* [EXERCISE BRIEF] Print, in exact form, the lines below from the one containing "context.textBaseline = 'middle';" through the one containing "[2391,40,2439,40,2439,88,2391,88]", and omit all others.

* [DATA FOR THIS EXERCISE]
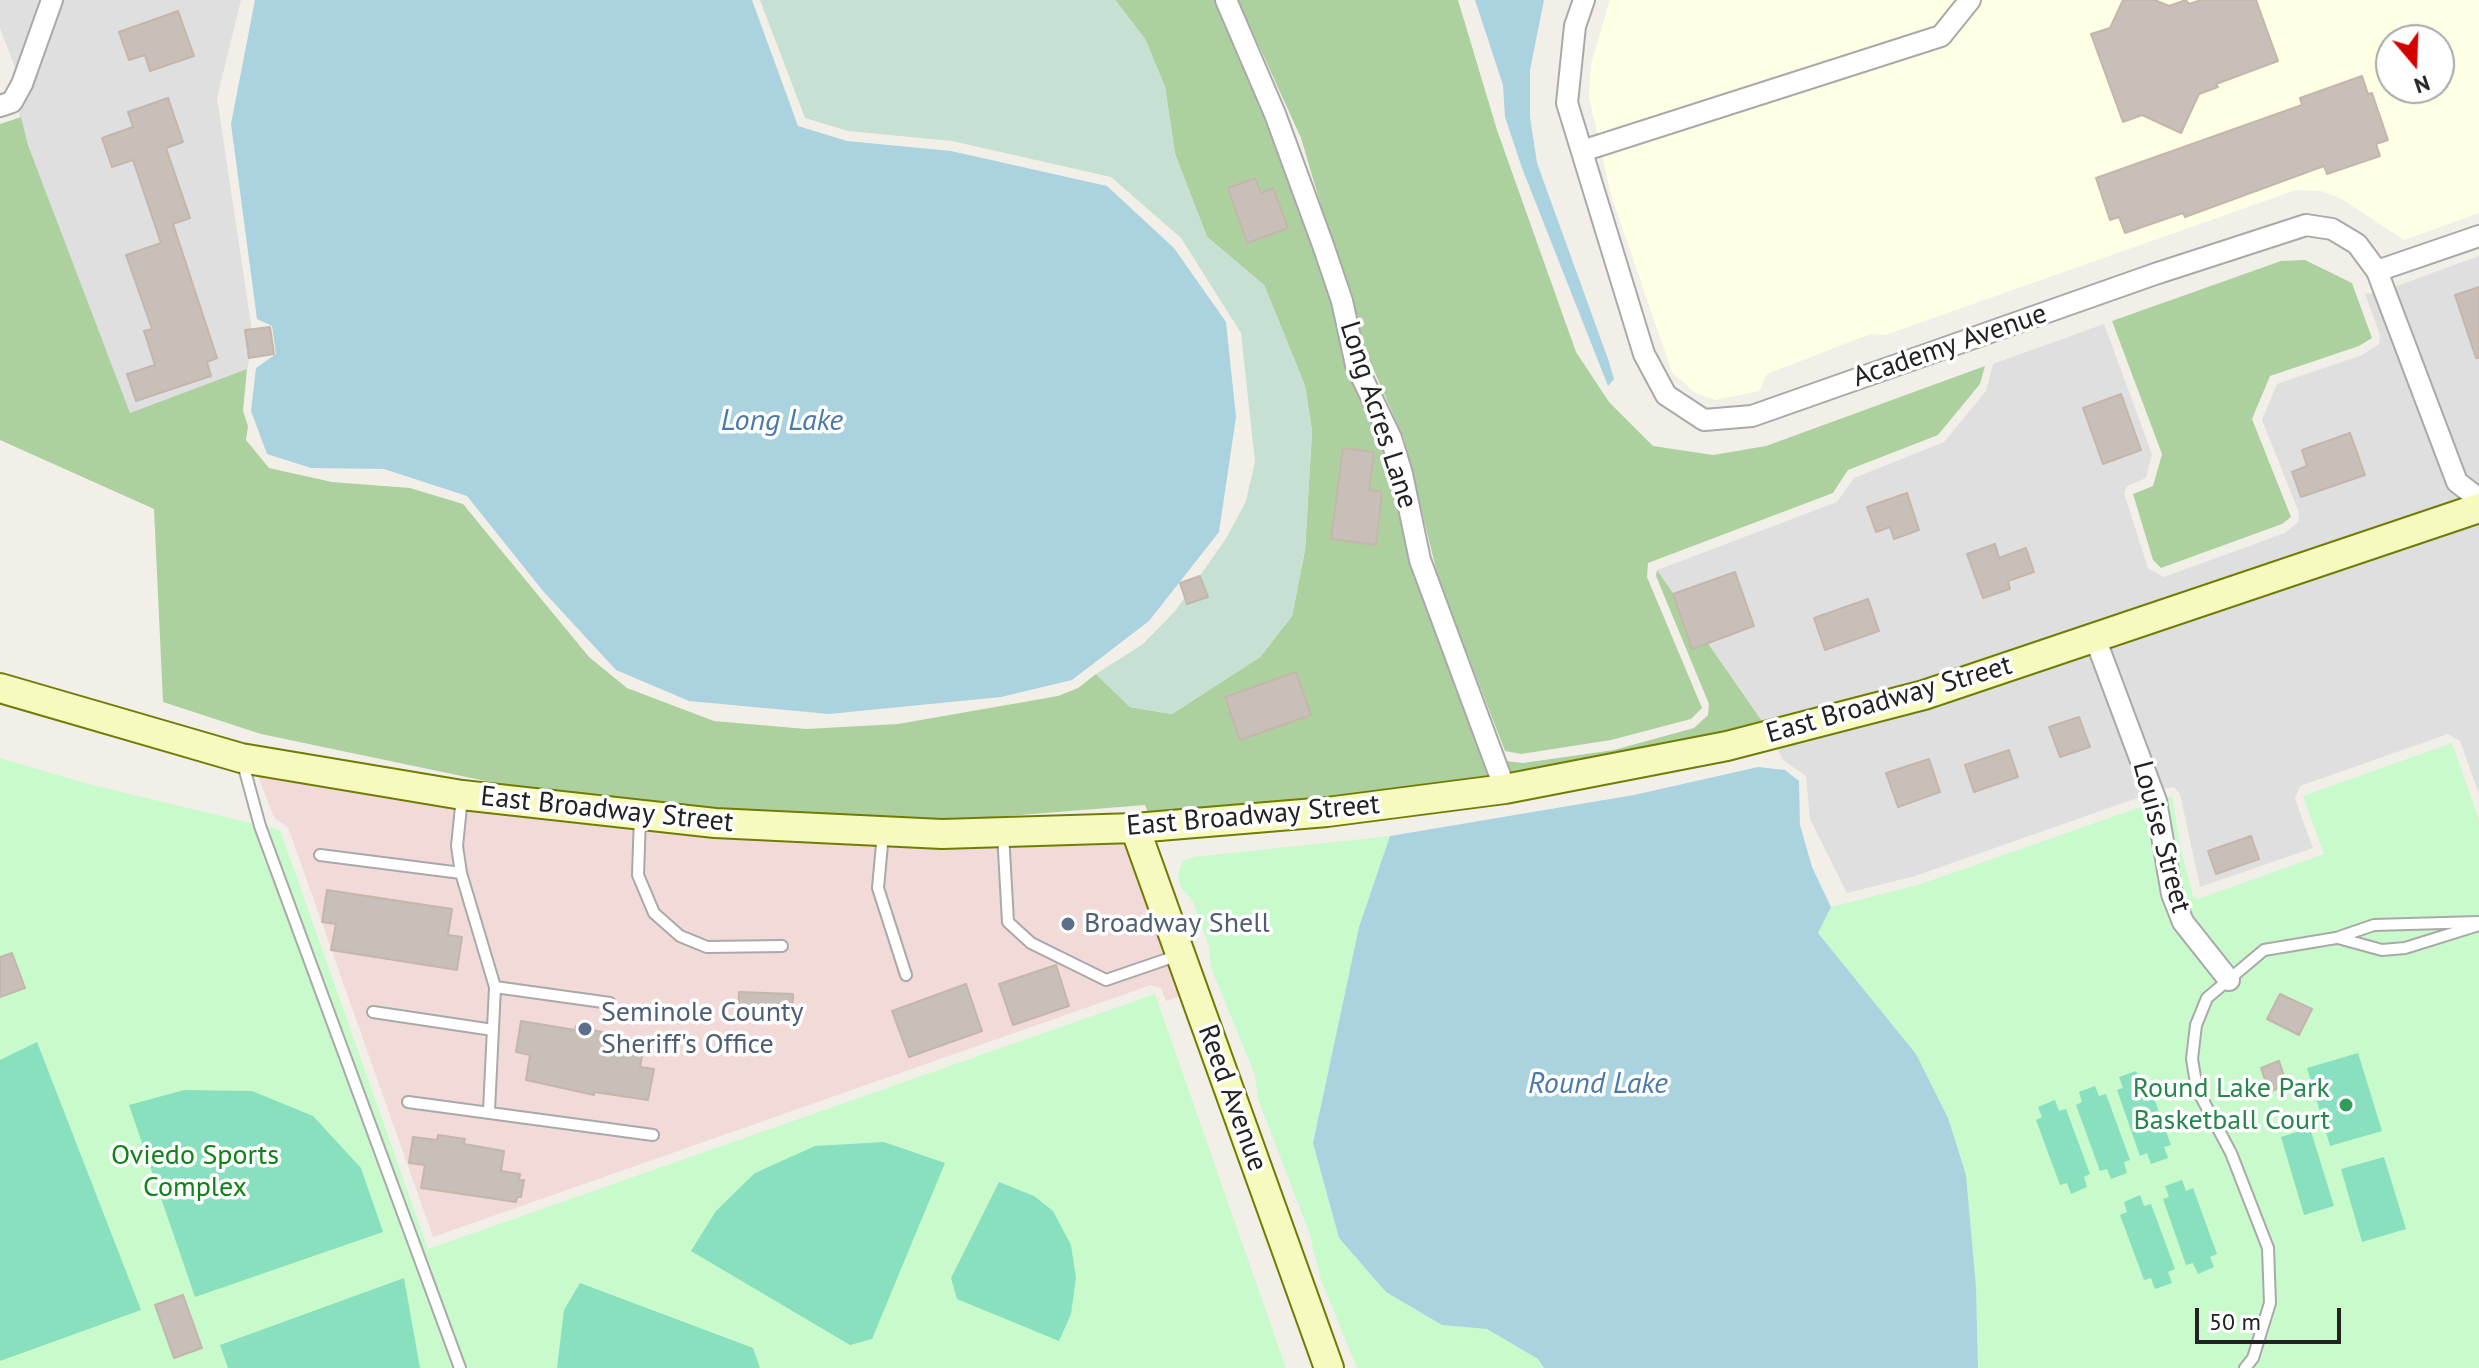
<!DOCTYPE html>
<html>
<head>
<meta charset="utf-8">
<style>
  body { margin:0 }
  #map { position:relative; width:2479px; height:1368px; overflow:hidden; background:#f2efe9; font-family:"PT Sans",sans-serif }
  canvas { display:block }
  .north { position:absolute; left:2375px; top:24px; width:80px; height:80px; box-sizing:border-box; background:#fff; border:2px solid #a7a7a7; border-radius:50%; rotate:161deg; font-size:22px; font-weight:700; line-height:32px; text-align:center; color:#222 }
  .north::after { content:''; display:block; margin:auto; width:28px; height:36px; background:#d40000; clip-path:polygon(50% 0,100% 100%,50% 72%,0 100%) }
  .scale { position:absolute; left:2195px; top:1308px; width:146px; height:36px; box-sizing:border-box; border:4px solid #222; border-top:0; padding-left:10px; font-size:24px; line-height:28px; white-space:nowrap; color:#222; -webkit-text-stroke:6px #fff; paint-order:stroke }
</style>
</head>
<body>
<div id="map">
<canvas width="2479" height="1368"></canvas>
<div class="north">N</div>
<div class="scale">50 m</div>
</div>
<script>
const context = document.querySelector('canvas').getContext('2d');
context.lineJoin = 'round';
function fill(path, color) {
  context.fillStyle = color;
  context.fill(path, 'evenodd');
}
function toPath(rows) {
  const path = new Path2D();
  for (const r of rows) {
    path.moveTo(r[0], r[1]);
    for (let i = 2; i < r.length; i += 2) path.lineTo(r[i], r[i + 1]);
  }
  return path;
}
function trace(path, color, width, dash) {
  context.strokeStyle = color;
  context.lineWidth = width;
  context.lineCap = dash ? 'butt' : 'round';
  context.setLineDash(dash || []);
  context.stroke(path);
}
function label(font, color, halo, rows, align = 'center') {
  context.font = font + ' "PT Sans",sans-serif';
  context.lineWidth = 7;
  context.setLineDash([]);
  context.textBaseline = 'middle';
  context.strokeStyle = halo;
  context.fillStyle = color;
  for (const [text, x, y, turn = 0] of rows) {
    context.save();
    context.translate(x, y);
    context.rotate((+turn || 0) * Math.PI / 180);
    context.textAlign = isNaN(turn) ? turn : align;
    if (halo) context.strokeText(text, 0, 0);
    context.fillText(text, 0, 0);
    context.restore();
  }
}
const residential = toPath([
  [0,0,41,0,16,70,0,28],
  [63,0,241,0,217,98,251,324,249,361,247,369,130,414,28,145,18,110,31,89],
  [2479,256,2479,486,2465,475,2394,287],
  [2375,293,2447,485,2463,500,1920,684,1764,724,1657,570,1837,502,1854,478,1944,442,1986,391,1993,364,2104,324,2152,454,2146,478,2127,486,2124,493,2148,568,2164,577,2285,533,2298,522,2299,513,2262,420,2277,384,2362,355,2379,344,2380,335,2365,294],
  [2479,520,2479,794,2460,741,2448,734,2300,786,2295,799,2313,848,2200,887,2180,794,2174,787,2162,789,2109,646],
  [2090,652,2143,796,1915,876,1847,893,1810,819,1806,776,1783,760,1776,745]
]);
const commercial = toPath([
  [257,773,1129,840,1184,995,1166,1001,1161,988,1151,985,433,1237,288,827,274,818]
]);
const education = toPath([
  [1610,0,2479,0,2479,213,2404,240,2342,199,2321,191,2296,190,1885,335,1870,334,1767,374,1759,391,1716,400,1695,393,1672,372,1611,195,1589,97,1591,64],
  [2391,40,2439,40,2439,88,2391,88]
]);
const forest = toPath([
  [1115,0,1215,0,1266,118,1314,249,1333,303,1346,368,1381,442,1393,476,1410,564,1491,779,1325,801,1149,815,1145,805,933,822,715,811,538,792,261,734,163,702,154,509,0,440,0,124,21,117,28,145,130,413,247,369,243,411,248,426,246,440,269,468,332,482,410,488,463,504,589,657,627,688,714,721,806,729,898,724,1058,696,1078,688,1096,674,1130,707,1172,714,1260,657,1292,616,1305,550,1312,431,1305,386,1264,285,1207,237,1175,154,1165,87,1145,39],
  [1238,0,1458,0,1497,130,1576,352,1609,402,1653,446,1713,455,1766,446,1985,366,1980,384,1938,435,1848,470,1833,493,1648,563,1647,577,1702,708,1691,719,1611,740,1521,754,1505,751,1439,581,1404,439,1361,341,1301,138],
  [2305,260,2352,283,2372,338,2359,346,2270,376,2252,419,2291,517,2282,524,2161,568,2153,560,2133,494,2153,486,2162,454,2112,321,2281,261],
  [1657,570,1764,724,1511,776,1505,761,1523,763,1614,750,1694,728,1708,715,1709,704,1656,576]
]);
const wetland = toPath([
  [760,0,1115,0,1145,39,1165,87,1175,154,1207,237,1264,285,1305,386,1312,431,1305,550,1292,616,1260,657,1172,714,1130,707,1096,674,1143,644,1176,610,1227,537,1246,501,1255,462,1241,333,1181,238,1111,177,952,141,848,131,805,118]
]);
const park = toPath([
  [2452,743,2479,820,2479,1368,1978,1368,1976,1287,1966,1176,1916,1054,1818,933,1831,907,1918,885,2172,796,2181,850,2193,896,2198,899,2324,854,2303,796],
  [0,758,88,784,280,830,428,1249,1155,994,1286,1368,0,1368],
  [1390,836,1359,927,1313,1142,1339,1238,1386,1292,1442,1325,1487,1329,1538,1359,1544,1368,1357,1368,1321,1280,1309,1232,1258,1099,1255,1075,1211,968,1209,947,1193,902,1180,886,1178,874,1183,861,1194,857]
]);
const pitch = toPath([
  [37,1042,141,1310,0,1361,0,1060],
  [2358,1053,2382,1131,2330,1146,2307,1068],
  [2136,1071,2140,1081,2147,1079,2171,1145,2164,1147,2168,1158,2151,1164,2147,1153,2140,1156,2117,1090,2123,1088,2119,1077],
  [2095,1086,2099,1096,2106,1094,2130,1160,2124,1162,2127,1173,2111,1179,2107,1169,2100,1171,2076,1105,2082,1102,2079,1092],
  [184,1090,252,1091,313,1116,361,1168,383,1232,195,1297,129,1105],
  [2055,1100,2059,1111,2066,1109,2090,1174,2084,1177,2087,1187,2071,1194,2067,1183,2060,1185,2036,1120,2042,1117,2038,1107],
  [2310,1128,2334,1206,2304,1215,2281,1137],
  [884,1142,945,1163,872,1339,850,1345,691,1251,716,1211,755,1173,815,1146],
  [2384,1157,2406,1229,2362,1242,2341,1169],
  [2182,1180,2186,1191,2193,1188,2217,1254,2210,1257,2214,1267,2198,1274,2193,1263,2186,1265,2163,1199,2169,1197,2165,1186],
  [999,1182,1034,1196,1053,1211,1071,1245,1076,1278,1071,1314,1059,1341,957,1299,951,1278],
  [2140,1195,2144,1206,2151,1204,2175,1269,2168,1272,2172,1283,2155,1289,2151,1278,2144,1280,2120,1215,2127,1212,2124,1202],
  [404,1278,420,1368,228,1368,220,1345],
  [580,1283,753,1348,760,1368,557,1368,564,1310]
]);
const water = toPath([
  [255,0,752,0,798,126,847,141,951,151,1107,186,1174,248,1226,322,1236,417,1219,532,1149,621,1072,680,1001,697,829,714,689,701,616,670,543,591,467,496,384,469,311,468,267,454,251,411,256,368,276,354,272,326,257,319,231,124],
  [1475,0,1544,0,1530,70,1530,117,1537,163,1608,359,1614,379,1608,386,1522,168,1505,117,1503,85],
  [1758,767,1785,770,1799,781,1800,825,1812,867,1831,907,1818,933,1916,1054,1948,1118,1966,1175,1976,1287,1978,1368,1544,1368,1538,1359,1487,1329,1442,1325,1386,1292,1339,1238,1313,1143,1359,927,1390,836,1634,795]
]);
const building = toPath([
  [2123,0,2155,0,2169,6,2186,0,2189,4,2201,0,2256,0,2278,61,2216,84,2218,87,2199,94,2181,133,2142,115,2123,122,2091,34,2110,28,2123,0],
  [178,11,194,56,150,71,145,55,129,60,119,32,178,11],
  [2362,76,2368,94,2372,93,2388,140,2376,144,2380,156,2327,174,2324,166,2185,217,2183,213,2125,233,2119,217,2110,220,2096,178,2302,105,2300,98,2362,76],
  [168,98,183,142,166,148,190,218,173,224,217,358,207,362,211,376,136,401,127,374,155,365,144,331,152,329,126,255,161,243,133,160,112,167,102,138,133,127,128,112,168,98],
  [1255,178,1261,193,1273,188,1288,228,1247,243,1228,188,1255,178],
  [2479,287,2479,358,2476,358,2455,295,2479,287],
  [270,327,274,354,249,358,245,330,270,327],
  [2121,394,2141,450,2103,464,2083,408,2121,394],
  [2350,433,2365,475,2301,497,2292,472,2307,466,2302,450,2350,433],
  [1343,448,1374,452,1369,490,1382,492,1376,545,1331,539,1343,448],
  [1907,493,1919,530,1894,539,1890,527,1876,532,1867,507,1907,493],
  [1995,544,1999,558,2026,548,2034,572,2008,581,2010,589,1983,598,1967,554,1995,544],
  [1735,572,1754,626,1692,649,1673,594,1735,572],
  [1200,576,1208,597,1187,604,1180,583,1200,576],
  [1868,599,1879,631,1825,650,1814,618,1868,599],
  [1296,672,1311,715,1240,740,1225,697,1296,672],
  [2079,717,2090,747,2060,757,2049,727,2079,717],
  [2009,750,2018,777,1974,792,1965,765,2009,750],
  [1929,759,1940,792,1898,807,1886,773,1929,759],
  [2251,836,2259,859,2216,874,2208,851,2251,836],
  [327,890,452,909,448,935,462,937,457,970,331,950,336,924,322,922,327,890],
  [12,953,25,988,0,997,0,957,12,953],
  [1056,965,1069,1006,1013,1025,999,984,1056,965],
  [966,984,982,1031,909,1057,892,1011,966,984],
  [739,992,793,994,792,1021,738,1019,739,992],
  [2280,994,2312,1009,2299,1035,2267,1019,2280,994],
  [521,1021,575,1030,576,1026,644,1042,640,1067,654,1069,648,1100,594,1092,594,1095,526,1080,530,1055,516,1052,521,1021],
  [2279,1061,2287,1085,2269,1092,2261,1068,2279,1061],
  [438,1135,465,1139,464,1144,504,1151,501,1171,520,1174,519,1180,524,1180,521,1197,517,1197,516,1202,421,1188,425,1165,409,1163,413,1137,437,1140,438,1135],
  [183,1295,202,1348,174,1358,155,1305,183,1295]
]);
const lane = toPath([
  [242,760,260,826,460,1368],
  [462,797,457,846,461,873,495,987,489,1111],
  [640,816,638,875,654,913,680,936,707,947,782,946],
  [883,833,878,888,906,975],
  [1003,833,1008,922,1031,943,1106,980,1179,955],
  [320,855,461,873],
  [2338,938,2382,950,2405,948,2479,925],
  [495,987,610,1003],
  [373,1012,493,1030],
  [408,1102,653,1135],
  [2245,1368,2253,1358,2270,1303,2268,1248,2231,1153,2197,1089,2192,1059,2196,1025,2207,998,2264,950,2336,938,2374,925,2479,922]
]);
const street = toPath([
  [1226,0,1275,114,1323,245,1342,301,1356,365,1391,438,1402,474,1420,560,1505,789],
  [1584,0,1575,26,1567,103,1644,354,1666,395,1704,420,1752,416,2155,274,2306,225,2332,229,2357,244,2377,271,2457,482,2479,499],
  [0,106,12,102,22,84,52,0],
  [1582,151,1941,36,1970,0],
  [2377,271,2479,236],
  [2095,638,2156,801,2172,894,2183,922,2229,980]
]);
const secondary = toPath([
  [0,688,241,758,462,795,715,823,942,834,1135,828,1327,812,1505,789,1727,746,1924,695,2479,508],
  [1135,828,1329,1368]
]);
const markers = [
  [1068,924,8,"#5c6f8a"],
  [585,1029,8,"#5c6f8a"],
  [2346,1105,8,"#2e9e5b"]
];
const streetNames = [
  ["Academy Avenue",1950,346,-19],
  ["Long Acres Lane",1378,415,72],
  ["East Broadway Street",1889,700,-16],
  ["East Broadway Street",607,810,6],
  ["East Broadway Street",1253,816,-5],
  ["Louise Street",2161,837,75],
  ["Reed Avenue",1232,1098,70]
];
const serviceNames = [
  ["Broadway Shell",1084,924],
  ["Seminole County",601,1013],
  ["Sheriff's Office",601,1045]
];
const leisureNames = [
  ["Round Lake Park",2330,1089],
  ["Basketball Court",2330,1121]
];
const parkNames = [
  ["Oviedo Sports",195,1156],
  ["Complex",195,1188]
];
const waterNames = [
  ["Long Lake",782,421],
  ["Round Lake",1598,1084]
];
fill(residential, '#e0dfdf');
fill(commercial, '#f2dad9');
fill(education, '#ffffe5');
fill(forest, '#add19e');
fill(wetland, '#c6e0d4');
fill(park, '#c8facc');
fill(pitch, '#88e0be');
fill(water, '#aad3df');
fill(building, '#c7bfb8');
trace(building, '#c4b6ab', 2);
trace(lane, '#a9a9a9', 14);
trace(street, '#a9a9a9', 24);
trace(secondary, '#707d05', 32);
trace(lane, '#fff', 10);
trace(street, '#fff', 20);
trace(secondary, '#f7fabf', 28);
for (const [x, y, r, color] of markers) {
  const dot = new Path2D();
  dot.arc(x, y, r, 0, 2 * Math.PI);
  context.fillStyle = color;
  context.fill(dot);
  trace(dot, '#fff', 3);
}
label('28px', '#222', '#fff', streetNames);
label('28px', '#4e5e75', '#fff', serviceNames, 'left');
label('28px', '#27864d', '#fff', leisureNames, 'right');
label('28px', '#0c8416', '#fff', parkNames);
label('italic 30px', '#4a7aab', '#fff', waterNames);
</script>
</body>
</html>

* [TASK RESPONSE]
  context.textBaseline = 'middle';
  context.strokeStyle = halo;
  context.fillStyle = color;
  for (const [text, x, y, turn = 0] of rows) {
    context.save();
    context.translate(x, y);
    context.rotate((+turn || 0) * Math.PI / 180);
    context.textAlign = isNaN(turn) ? turn : align;
    if (halo) context.strokeText(text, 0, 0);
    context.fillText(text, 0, 0);
    context.restore();
  }
}
const residential = toPath([
  [0,0,41,0,16,70,0,28],
  [63,0,241,0,217,98,251,324,249,361,247,369,130,414,28,145,18,110,31,89],
  [2479,256,2479,486,2465,475,2394,287],
  [2375,293,2447,485,2463,500,1920,684,1764,724,1657,570,1837,502,1854,478,1944,442,1986,391,1993,364,2104,324,2152,454,2146,478,2127,486,2124,493,2148,568,2164,577,2285,533,2298,522,2299,513,2262,420,2277,384,2362,355,2379,344,2380,335,2365,294],
  [2479,520,2479,794,2460,741,2448,734,2300,786,2295,799,2313,848,2200,887,2180,794,2174,787,2162,789,2109,646],
  [2090,652,2143,796,1915,876,1847,893,1810,819,1806,776,1783,760,1776,745]
]);
const commercial = toPath([
  [257,773,1129,840,1184,995,1166,1001,1161,988,1151,985,433,1237,288,827,274,818]
]);
const education = toPath([
  [1610,0,2479,0,2479,213,2404,240,2342,199,2321,191,2296,190,1885,335,1870,334,1767,374,1759,391,1716,400,1695,393,1672,372,1611,195,1589,97,1591,64],
  [2391,40,2439,40,2439,88,2391,88]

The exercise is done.